[Saved data entries]

= = =

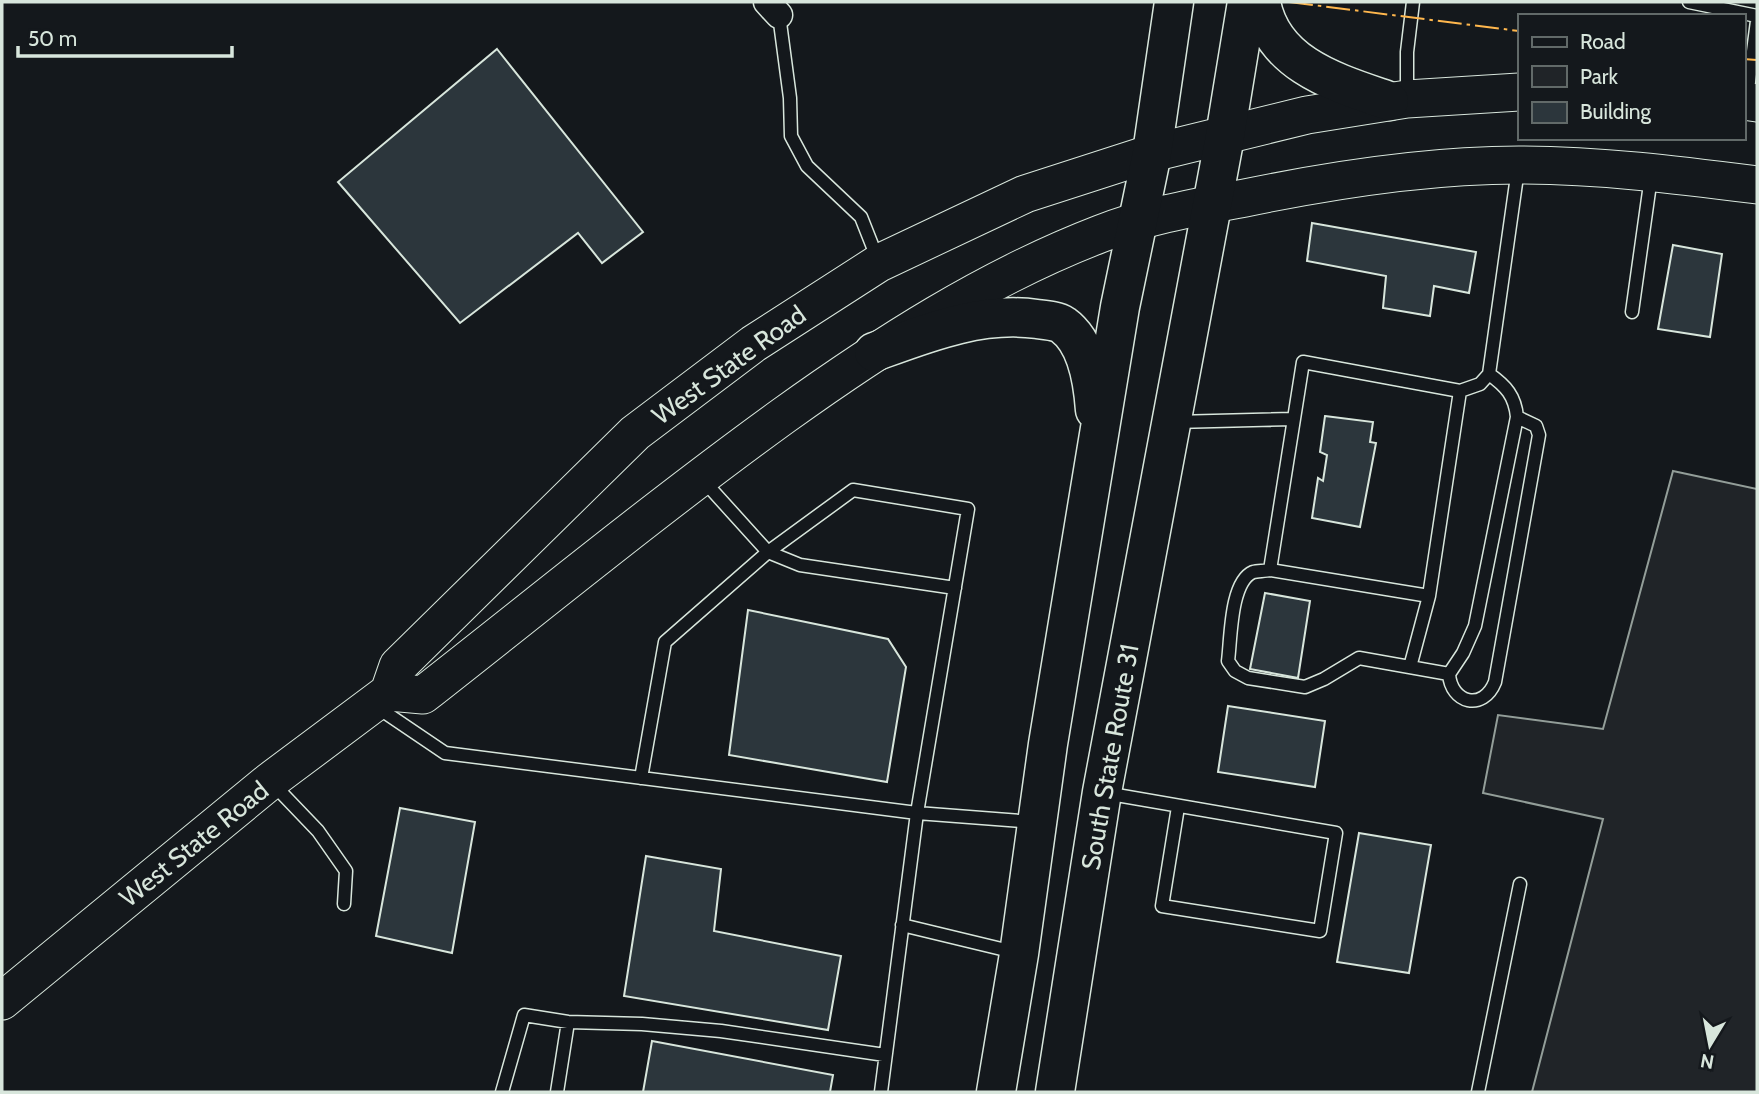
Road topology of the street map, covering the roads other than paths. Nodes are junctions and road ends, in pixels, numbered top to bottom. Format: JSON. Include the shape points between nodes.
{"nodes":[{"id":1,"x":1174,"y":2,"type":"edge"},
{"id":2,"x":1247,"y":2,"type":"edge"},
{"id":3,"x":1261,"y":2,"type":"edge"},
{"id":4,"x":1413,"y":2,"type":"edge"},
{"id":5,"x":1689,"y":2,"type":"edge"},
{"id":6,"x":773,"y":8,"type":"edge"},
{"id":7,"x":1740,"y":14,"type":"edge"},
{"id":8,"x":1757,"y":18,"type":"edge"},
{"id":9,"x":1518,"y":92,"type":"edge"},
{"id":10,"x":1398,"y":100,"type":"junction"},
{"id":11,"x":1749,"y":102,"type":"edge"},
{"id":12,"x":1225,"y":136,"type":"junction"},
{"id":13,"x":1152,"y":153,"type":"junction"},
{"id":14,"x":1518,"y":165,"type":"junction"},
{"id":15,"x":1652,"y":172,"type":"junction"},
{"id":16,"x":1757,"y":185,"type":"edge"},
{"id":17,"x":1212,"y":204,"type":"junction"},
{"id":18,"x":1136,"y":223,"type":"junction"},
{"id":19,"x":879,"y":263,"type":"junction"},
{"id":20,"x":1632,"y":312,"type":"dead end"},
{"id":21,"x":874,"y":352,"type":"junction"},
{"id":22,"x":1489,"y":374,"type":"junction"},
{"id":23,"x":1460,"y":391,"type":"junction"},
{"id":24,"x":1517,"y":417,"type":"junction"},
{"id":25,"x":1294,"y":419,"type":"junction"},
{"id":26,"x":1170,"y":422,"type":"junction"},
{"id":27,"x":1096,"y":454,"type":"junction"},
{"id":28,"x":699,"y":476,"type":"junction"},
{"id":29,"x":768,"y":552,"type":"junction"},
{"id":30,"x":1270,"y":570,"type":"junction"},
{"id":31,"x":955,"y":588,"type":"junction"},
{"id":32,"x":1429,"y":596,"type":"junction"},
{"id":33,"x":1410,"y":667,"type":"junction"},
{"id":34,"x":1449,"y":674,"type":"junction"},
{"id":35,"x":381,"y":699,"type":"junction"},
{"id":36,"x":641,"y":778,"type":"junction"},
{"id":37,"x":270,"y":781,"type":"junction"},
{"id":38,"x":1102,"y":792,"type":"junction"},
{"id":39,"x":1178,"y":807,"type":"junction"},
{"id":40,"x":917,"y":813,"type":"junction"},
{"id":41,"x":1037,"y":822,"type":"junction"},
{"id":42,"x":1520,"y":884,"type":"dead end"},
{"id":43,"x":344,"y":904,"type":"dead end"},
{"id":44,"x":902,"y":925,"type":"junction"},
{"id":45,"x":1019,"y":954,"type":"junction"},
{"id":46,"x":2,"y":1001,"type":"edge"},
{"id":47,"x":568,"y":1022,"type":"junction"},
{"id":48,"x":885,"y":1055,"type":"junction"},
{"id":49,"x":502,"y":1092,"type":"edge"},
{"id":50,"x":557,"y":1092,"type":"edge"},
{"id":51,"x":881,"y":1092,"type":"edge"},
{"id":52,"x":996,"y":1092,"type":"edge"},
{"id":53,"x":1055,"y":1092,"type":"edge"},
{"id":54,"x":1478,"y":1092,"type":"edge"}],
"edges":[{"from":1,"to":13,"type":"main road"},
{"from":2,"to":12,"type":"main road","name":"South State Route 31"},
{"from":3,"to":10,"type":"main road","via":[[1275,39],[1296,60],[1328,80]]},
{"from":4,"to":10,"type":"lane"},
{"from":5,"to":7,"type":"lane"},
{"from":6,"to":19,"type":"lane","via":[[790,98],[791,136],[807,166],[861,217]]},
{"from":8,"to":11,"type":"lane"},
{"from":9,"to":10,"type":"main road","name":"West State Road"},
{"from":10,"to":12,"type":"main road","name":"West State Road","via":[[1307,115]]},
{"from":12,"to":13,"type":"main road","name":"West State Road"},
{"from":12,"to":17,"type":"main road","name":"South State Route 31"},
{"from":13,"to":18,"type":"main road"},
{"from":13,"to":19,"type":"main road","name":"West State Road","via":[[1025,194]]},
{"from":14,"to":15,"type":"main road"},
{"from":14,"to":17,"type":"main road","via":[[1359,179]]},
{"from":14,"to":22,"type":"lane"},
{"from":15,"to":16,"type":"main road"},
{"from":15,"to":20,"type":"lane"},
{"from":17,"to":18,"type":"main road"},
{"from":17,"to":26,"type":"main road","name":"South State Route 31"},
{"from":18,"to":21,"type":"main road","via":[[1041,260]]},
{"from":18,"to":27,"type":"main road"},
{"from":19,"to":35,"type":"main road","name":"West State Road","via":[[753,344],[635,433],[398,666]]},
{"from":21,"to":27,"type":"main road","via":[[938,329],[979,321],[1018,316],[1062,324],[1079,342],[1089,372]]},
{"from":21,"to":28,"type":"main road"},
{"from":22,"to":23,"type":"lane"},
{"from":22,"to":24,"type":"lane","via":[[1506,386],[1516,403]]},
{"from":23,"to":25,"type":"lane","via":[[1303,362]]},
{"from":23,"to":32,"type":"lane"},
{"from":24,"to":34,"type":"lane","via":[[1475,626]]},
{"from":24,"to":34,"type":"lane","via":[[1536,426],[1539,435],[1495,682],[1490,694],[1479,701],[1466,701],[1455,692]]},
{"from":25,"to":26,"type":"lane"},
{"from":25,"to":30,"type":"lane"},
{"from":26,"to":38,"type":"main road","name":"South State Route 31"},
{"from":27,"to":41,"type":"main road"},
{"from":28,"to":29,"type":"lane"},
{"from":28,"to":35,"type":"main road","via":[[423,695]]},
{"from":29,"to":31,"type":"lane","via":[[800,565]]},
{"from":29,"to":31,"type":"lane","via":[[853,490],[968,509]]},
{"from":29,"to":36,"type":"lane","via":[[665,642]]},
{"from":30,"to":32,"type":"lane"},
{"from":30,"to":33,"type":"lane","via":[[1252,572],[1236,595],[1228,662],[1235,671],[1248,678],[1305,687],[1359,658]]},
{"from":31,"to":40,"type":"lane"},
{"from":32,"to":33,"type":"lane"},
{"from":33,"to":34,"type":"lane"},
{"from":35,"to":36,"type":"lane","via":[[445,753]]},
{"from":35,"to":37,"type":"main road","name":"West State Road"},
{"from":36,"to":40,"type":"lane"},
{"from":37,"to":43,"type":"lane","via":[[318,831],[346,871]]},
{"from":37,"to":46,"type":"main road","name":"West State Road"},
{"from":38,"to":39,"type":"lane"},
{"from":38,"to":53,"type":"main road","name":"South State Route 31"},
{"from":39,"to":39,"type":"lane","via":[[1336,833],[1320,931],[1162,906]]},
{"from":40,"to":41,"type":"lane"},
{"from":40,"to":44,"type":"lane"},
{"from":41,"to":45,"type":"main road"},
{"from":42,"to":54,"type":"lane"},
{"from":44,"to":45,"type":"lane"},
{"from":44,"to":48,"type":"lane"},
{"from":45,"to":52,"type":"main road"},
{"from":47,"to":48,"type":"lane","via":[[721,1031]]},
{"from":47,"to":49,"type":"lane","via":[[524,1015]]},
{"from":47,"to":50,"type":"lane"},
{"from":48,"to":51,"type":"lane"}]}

= = =

» WHAT NEEDS TO BE DONE: Please copy each line of the records above that holds the word "nodes".

» EXERCISE ANSWER:
Road topology of the street map, covering the roads other than paths. Nodes are junctions and road ends, in pixels, numbered top to bottom. Format: JSON. Include the shape points between nodes.
{"nodes":[{"id":1,"x":1174,"y":2,"type":"edge"},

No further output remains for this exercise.